## TASK TO COMPLETE
Print exactly the first lines of the records. Stop after the line containing "translate:-50% -50%; white-space:nowrap;", and leave every picture out.

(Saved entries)

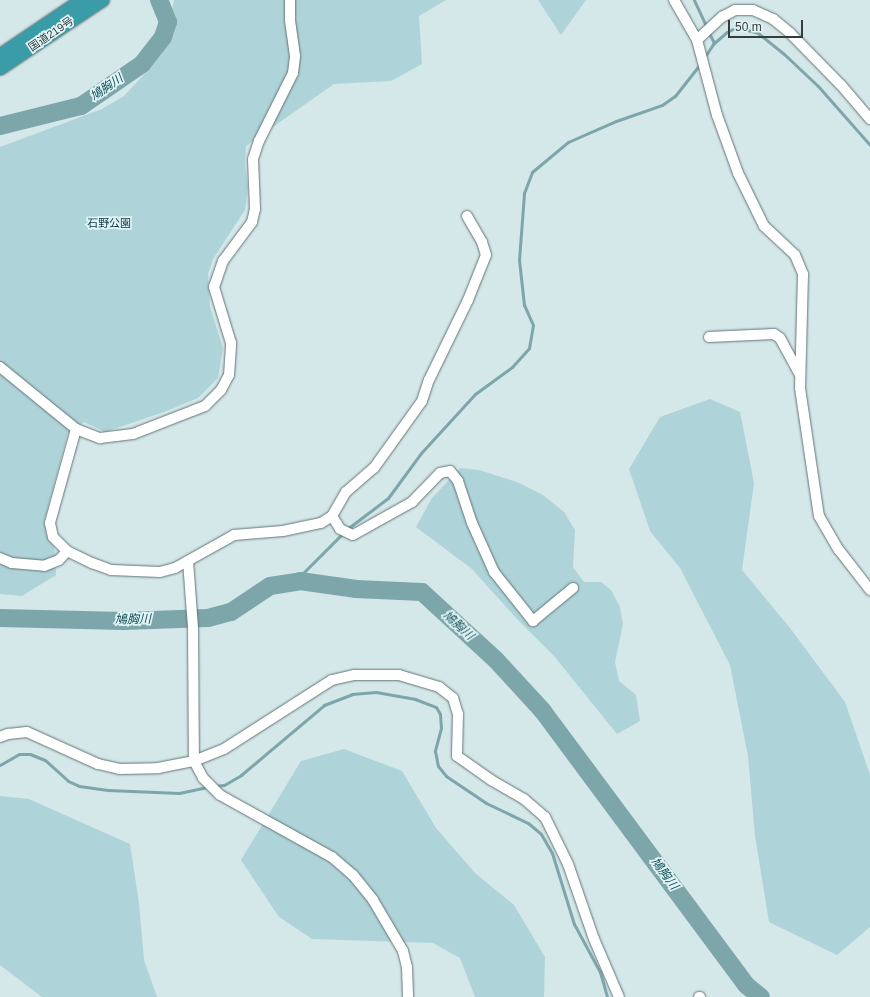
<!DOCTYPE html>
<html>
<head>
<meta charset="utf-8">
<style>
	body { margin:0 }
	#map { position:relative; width:870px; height:997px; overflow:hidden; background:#d4e7e9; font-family:Helvetica,"Noto Sans JP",sans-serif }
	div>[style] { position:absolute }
	.green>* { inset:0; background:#aed4d9 }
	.stream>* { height:3px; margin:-1.5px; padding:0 1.5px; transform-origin:1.5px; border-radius:1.5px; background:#7da6ab }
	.river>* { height:18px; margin:-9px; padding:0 9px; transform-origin:9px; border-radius:9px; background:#7da6ab }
	.roads { filter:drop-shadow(0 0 1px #637476) drop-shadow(0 0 1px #637476) }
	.minor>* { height:10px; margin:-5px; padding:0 5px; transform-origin:5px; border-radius:5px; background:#fff }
	.highway>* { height:14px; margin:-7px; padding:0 7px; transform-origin:7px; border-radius:7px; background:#399ca7 }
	span { translate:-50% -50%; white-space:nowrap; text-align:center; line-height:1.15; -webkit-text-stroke:3.5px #e1f4f7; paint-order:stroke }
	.street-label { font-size:11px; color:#353c3d }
	.park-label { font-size:11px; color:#0f373c }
	.water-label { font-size:12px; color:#134f55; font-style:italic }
	.scale { position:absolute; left:728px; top:20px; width:75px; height:18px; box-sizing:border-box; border:2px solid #353c3d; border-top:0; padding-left:5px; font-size:12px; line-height:14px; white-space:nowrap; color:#353c3d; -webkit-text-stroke:3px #e1f4f7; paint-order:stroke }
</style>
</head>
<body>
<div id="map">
	<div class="green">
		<i style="clip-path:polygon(174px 0,446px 0,419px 16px,422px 64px,391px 81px,334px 84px,246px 146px,245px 166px,248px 187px,245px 210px,213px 259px,208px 274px,210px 307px,223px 348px,218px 378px,198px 398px,164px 412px,105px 432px,84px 422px,68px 433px,44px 522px,55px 551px,56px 575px,22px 596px,0 594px,0 147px,102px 109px,124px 96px,148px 70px,170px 20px)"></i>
		<i style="clip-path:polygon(538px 0,586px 0,561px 35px)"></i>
		<i style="clip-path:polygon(710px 399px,740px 412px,754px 483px,742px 570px,790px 628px,845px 702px,870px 775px,870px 927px,837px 955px,769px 922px,755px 836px,748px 756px,730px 665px,680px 568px,650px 531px,629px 469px,660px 417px)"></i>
		<i style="clip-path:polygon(460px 468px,479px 470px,517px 482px,543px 495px,564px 512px,575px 530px,573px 567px,584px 582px,601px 582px,611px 590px,620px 607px,623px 624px,615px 662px,619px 681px,636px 695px,640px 721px,617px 734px,554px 656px,517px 619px,472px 569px,416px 527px,432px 498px)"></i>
		<i style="clip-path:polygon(344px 749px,402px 771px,436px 828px,475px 873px,514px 905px,545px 957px,544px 997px,475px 997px,460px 958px,433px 943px,312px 939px,279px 917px,241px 860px,301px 761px)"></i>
		<i style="clip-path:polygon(0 796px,29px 799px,130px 844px,139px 903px,144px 960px,157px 997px,42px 997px,0 965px)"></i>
	</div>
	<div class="stream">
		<i style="left:694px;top:0;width:31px;rotate:65deg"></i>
		<i style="left:709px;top:33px;width:11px;rotate:63deg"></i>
		<i style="left:704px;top:58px;width:17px;rotate:-57deg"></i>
		<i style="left:713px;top:44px;width:18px;rotate:-41deg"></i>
		<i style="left:727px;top:32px;width:11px;rotate:-27deg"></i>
		<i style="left:737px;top:27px;width:22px;rotate:16deg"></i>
		<i style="left:758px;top:33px;width:33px;rotate:39deg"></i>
		<i style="left:784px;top:54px;width:47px;rotate:43.3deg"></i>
		<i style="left:818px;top:86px;width:79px;rotate:48.6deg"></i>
		<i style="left:347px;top:529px;width:51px;rotate:-37.1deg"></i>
		<i style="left:388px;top:498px;width:56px;rotate:-53.7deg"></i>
		<i style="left:421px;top:453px;width:80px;rotate:-47.5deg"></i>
		<i style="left:475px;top:394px;width:46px;rotate:-36.1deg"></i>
		<i style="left:512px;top:367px;width:25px;rotate:-48deg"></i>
		<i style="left:529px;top:348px;width:23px;rotate:-80deg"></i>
		<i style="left:533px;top:325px;width:22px;rotate:-114deg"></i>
		<i style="left:524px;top:305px;width:45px;rotate:-96.3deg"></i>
		<i style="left:519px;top:260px;width:67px;rotate:-85.7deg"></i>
		<i style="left:524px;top:193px;width:22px;rotate:-69deg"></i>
		<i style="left:532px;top:172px;width:47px;rotate:-39.8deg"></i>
		<i style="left:568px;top:142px;width:52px;rotate:-23.6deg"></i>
		<i style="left:616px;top:121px;width:49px;rotate:-19.2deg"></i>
		<i style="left:662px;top:105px;width:16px;rotate:-35deg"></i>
		<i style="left:675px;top:96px;width:42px;rotate:-51.8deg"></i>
		<i style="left:295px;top:581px;width:68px;rotate:-45deg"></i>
		<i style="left:0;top:765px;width:22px;rotate:-30deg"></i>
		<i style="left:19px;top:754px;width:11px"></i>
		<i style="left:30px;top:754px;width:16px;rotate:22deg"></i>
		<i style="left:45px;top:760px;width:31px;rotate:42deg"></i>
		<i style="left:68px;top:781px;width:12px;rotate:24deg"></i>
		<i style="left:79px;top:786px;width:29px;rotate:8deg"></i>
		<i style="left:108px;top:790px;width:71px;rotate:2.4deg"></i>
		<i style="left:179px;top:793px;width:30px;rotate:-12deg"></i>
		<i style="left:214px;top:786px;width:10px;rotate:-6deg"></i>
		<i style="left:224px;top:785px;width:20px;rotate:-30deg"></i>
		<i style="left:241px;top:775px;width:109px;rotate:-40.1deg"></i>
		<i style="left:324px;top:705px;width:30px;rotate:-21deg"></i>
		<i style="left:352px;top:694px;width:24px;rotate:-5deg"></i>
		<i style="left:376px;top:692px;width:40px;rotate:10deg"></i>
		<i style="left:415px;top:699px;width:22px;rotate:21deg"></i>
		<i style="left:436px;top:707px;width:8px;rotate:60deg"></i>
		<i style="left:440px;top:714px;width:14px;rotate:86deg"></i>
		<i style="left:441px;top:728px;width:24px;rotate:105deg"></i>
		<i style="left:435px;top:751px;width:15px;rotate:79deg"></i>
		<i style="left:438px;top:766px;width:13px;rotate:51deg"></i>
		<i style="left:446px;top:776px;width:48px;rotate:34deg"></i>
		<i style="left:486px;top:803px;width:47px;rotate:25.5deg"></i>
		<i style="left:528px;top:823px;width:17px;rotate:40deg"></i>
		<i style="left:541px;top:834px;width:22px;rotate:60deg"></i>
		<i style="left:552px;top:853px;width:74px;rotate:72.8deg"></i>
		<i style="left:574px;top:924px;width:55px;rotate:61.6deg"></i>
		<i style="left:600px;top:972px;width:26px;rotate:74deg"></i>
	</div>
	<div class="river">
		<i style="left:0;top:126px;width:83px;rotate:-13.9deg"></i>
		<i style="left:81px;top:106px;width:74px;rotate:-34.5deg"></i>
		<i style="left:142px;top:64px;width:34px;rotate:-52deg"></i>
		<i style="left:163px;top:37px;width:16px;rotate:-72deg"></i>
		<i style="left:168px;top:22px;width:24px;rotate:-112deg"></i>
		<i style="left:0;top:618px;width:124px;rotate:1.4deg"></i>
		<i style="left:124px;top:621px;width:84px;rotate:-2deg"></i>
		<i style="left:208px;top:618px;width:24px;rotate:-15deg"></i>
		<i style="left:231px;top:612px;width:47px;rotate:-33.7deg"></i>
		<i style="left:270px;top:586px;width:30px;rotate:-9deg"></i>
		<i style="left:300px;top:581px;width:57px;rotate:8.1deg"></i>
		<i style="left:356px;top:589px;width:66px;rotate:2.6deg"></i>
		<i style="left:422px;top:592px;width:100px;rotate:42.6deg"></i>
		<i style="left:496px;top:660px;width:68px;rotate:47.4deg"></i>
		<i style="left:542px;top:710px;width:342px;rotate:53.4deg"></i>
		<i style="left:746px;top:985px;width:19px;rotate:39deg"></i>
	</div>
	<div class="roads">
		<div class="minor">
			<i style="left:674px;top:0;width:46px;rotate:60.1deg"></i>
			<i style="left:697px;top:40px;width:78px;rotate:75.1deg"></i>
			<i style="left:717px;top:115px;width:62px;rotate:70.1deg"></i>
			<i style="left:738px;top:173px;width:59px;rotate:63.9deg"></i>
			<i style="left:764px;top:226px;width:42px;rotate:43.1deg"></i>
			<i style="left:795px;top:255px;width:21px;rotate:67deg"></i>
			<i style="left:803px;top:274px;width:114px;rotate:91.5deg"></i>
			<i style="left:800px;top:388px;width:129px;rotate:81.6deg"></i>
			<i style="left:819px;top:516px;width:39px;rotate:60deg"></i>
			<i style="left:839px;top:550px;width:51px;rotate:52.2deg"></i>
			<i style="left:697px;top:40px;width:34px;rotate:-43deg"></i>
			<i style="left:722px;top:17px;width:15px;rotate:-28deg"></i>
			<i style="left:735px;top:10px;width:18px"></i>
			<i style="left:753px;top:10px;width:22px;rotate:24deg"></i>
			<i style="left:773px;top:19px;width:22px;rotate:39deg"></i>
			<i style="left:790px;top:33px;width:73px;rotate:45.6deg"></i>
			<i style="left:841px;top:85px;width:45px;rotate:49.5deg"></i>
			<i style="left:709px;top:337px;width:65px;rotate:-2.6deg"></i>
			<i style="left:774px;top:334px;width:7px;rotate:34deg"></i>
			<i style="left:780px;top:338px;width:42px;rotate:61.6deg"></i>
			<i style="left:0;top:367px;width:98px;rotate:39.2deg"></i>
			<i style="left:76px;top:429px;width:26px;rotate:21deg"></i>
			<i style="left:100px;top:438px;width:33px;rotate:-7deg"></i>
			<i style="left:133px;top:434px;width:63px;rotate:-21.3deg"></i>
			<i style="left:192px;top:411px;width:14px;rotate:-21deg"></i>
			<i style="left:205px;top:406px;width:23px;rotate:-45deg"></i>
			<i style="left:221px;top:390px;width:17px;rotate:-62deg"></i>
			<i style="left:229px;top:375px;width:32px;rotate:-86deg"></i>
			<i style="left:231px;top:343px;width:59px;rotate:-106.9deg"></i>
			<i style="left:214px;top:287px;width:28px;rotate:-71deg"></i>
			<i style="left:223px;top:261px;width:49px;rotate:-53.4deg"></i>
			<i style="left:252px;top:222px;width:13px;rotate:-77deg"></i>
			<i style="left:255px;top:209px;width:50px;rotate:-92.3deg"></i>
			<i style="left:253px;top:159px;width:19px;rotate:-72deg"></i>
			<i style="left:259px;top:141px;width:76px;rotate:-63.4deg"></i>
			<i style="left:293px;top:73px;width:17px;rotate:-83deg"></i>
			<i style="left:295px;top:56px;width:37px;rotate:-98deg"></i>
			<i style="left:290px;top:19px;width:19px;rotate:-90deg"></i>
			<i style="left:76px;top:429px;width:98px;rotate:105.5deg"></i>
			<i style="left:50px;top:523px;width:14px;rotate:78deg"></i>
			<i style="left:53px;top:537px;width:20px;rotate:45deg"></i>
			<i style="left:67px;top:551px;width:28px;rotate:26deg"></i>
			<i style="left:92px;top:563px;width:20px;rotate:20deg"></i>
			<i style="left:111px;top:570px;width:49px;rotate:2.3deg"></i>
			<i style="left:160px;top:572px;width:16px;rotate:-15deg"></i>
			<i style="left:175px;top:568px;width:68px;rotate:-29.2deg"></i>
			<i style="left:234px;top:535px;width:49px;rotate:-4.7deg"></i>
			<i style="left:283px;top:531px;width:39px;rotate:-12deg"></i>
			<i style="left:321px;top:523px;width:13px;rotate:-32deg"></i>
			<i style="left:332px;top:516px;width:28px;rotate:-60deg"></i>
			<i style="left:346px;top:492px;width:37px;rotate:-41deg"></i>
			<i style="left:374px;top:468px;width:82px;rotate:-54.4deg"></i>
			<i style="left:422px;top:401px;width:22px;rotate:-72deg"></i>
			<i style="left:429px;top:380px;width:89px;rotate:-64deg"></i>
			<i style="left:468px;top:300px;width:48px;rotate:-68.2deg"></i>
			<i style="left:486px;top:255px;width:14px;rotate:-107deg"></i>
			<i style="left:482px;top:242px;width:30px;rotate:-120deg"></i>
			<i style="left:332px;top:516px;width:15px;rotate:58deg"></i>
			<i style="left:340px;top:529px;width:14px;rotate:25deg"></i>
			<i style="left:353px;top:535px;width:68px;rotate:-29.2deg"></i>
			<i style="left:412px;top:502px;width:40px;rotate:-46deg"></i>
			<i style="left:440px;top:473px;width:10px;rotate:-11deg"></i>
			<i style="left:450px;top:471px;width:13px;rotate:51deg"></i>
			<i style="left:458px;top:481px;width:44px;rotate:71.6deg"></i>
			<i style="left:472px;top:523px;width:54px;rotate:65.8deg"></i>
			<i style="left:494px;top:572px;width:63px;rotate:51.5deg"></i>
			<i style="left:533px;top:621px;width:52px;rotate:-39.5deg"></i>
			<i style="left:0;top:558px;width:13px;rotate:23deg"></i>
			<i style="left:12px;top:563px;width:32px;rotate:5deg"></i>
			<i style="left:44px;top:566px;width:16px;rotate:-22deg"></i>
			<i style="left:59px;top:560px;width:12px;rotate:-48deg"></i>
			<i style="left:188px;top:561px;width:67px;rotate:85.7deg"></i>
			<i style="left:193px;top:628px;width:133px;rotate:89.6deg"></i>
			<i style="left:194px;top:761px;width:19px;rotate:62deg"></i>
			<i style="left:203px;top:778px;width:24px;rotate:45deg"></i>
			<i style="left:220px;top:795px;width:128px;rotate:29deg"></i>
			<i style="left:332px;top:857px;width:28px;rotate:41deg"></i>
			<i style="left:353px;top:875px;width:32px;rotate:51deg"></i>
			<i style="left:373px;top:900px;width:59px;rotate:59.5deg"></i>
			<i style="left:403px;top:951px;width:16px;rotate:76deg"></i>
			<i style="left:407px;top:967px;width:30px;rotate:88deg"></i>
			<i style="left:0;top:737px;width:9px;rotate:-21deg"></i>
			<i style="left:8px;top:734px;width:19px;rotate:-6deg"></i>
			<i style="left:27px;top:732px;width:78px;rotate:24.3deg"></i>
			<i style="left:98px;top:764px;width:22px;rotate:13deg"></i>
			<i style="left:119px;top:769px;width:39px;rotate:-1deg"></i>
			<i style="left:158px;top:768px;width:37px;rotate:-11deg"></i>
			<i style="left:194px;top:761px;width:32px;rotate:-22deg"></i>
			<i style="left:224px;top:749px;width:128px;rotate:-32.6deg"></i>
			<i style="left:332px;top:680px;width:23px;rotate:-13deg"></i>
			<i style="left:354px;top:675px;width:45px"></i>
			<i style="left:399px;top:675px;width:42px;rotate:16.7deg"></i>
			<i style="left:439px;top:687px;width:18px;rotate:38deg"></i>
			<i style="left:453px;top:698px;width:17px;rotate:73deg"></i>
			<i style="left:458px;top:714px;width:42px;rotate:91.4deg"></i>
			<i style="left:457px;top:756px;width:42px;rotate:35.2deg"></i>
			<i style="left:491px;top:780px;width:38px;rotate:30deg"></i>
			<i style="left:524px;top:799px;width:28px;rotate:41deg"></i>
			<i style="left:545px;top:817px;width:52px;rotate:63.9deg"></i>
			<i style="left:568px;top:864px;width:79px;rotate:70.9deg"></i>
			<i style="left:594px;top:939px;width:63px;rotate:66.7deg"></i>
			<i style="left:699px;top:997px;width:1px"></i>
		</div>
		<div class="highway">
			<i style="left:0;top:56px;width:100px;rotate:-34deg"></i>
			<i style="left:0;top:68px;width:123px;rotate:-33.7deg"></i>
		</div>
	</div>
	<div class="street-label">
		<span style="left:51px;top:34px;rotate:-34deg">国道219号</span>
	</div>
	<div class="park-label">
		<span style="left:109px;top:223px">石野公園</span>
	</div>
	<div class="water-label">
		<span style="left:107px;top:88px;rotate:-35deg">鳩胸川</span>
		<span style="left:133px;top:620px;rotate:-1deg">鳩胸川</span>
		<span style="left:458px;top:626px;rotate:42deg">鳩胸川</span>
		<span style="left:664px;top:874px;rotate:53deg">鳩胸川</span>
	</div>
	<div class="scale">50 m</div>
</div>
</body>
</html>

## RESPONSE FOR THIS EXERCISE
<!DOCTYPE html>
<html>
<head>
<meta charset="utf-8">
<style>
	body { margin:0 }
	#map { position:relative; width:870px; height:997px; overflow:hidden; background:#d4e7e9; font-family:Helvetica,"Noto Sans JP",sans-serif }
	div>[style] { position:absolute }
	.green>* { inset:0; background:#aed4d9 }
	.stream>* { height:3px; margin:-1.5px; padding:0 1.5px; transform-origin:1.5px; border-radius:1.5px; background:#7da6ab }
	.river>* { height:18px; margin:-9px; padding:0 9px; transform-origin:9px; border-radius:9px; background:#7da6ab }
	.roads { filter:drop-shadow(0 0 1px #637476) drop-shadow(0 0 1px #637476) }
	.minor>* { height:10px; margin:-5px; padding:0 5px; transform-origin:5px; border-radius:5px; background:#fff }
	.highway>* { height:14px; margin:-7px; padding:0 7px; transform-origin:7px; border-radius:7px; background:#399ca7 }
	span { translate:-50% -50%; white-space:nowrap; text-align:center; line-height:1.15; -webkit-text-stroke:3.5px #e1f4f7; paint-order:stroke }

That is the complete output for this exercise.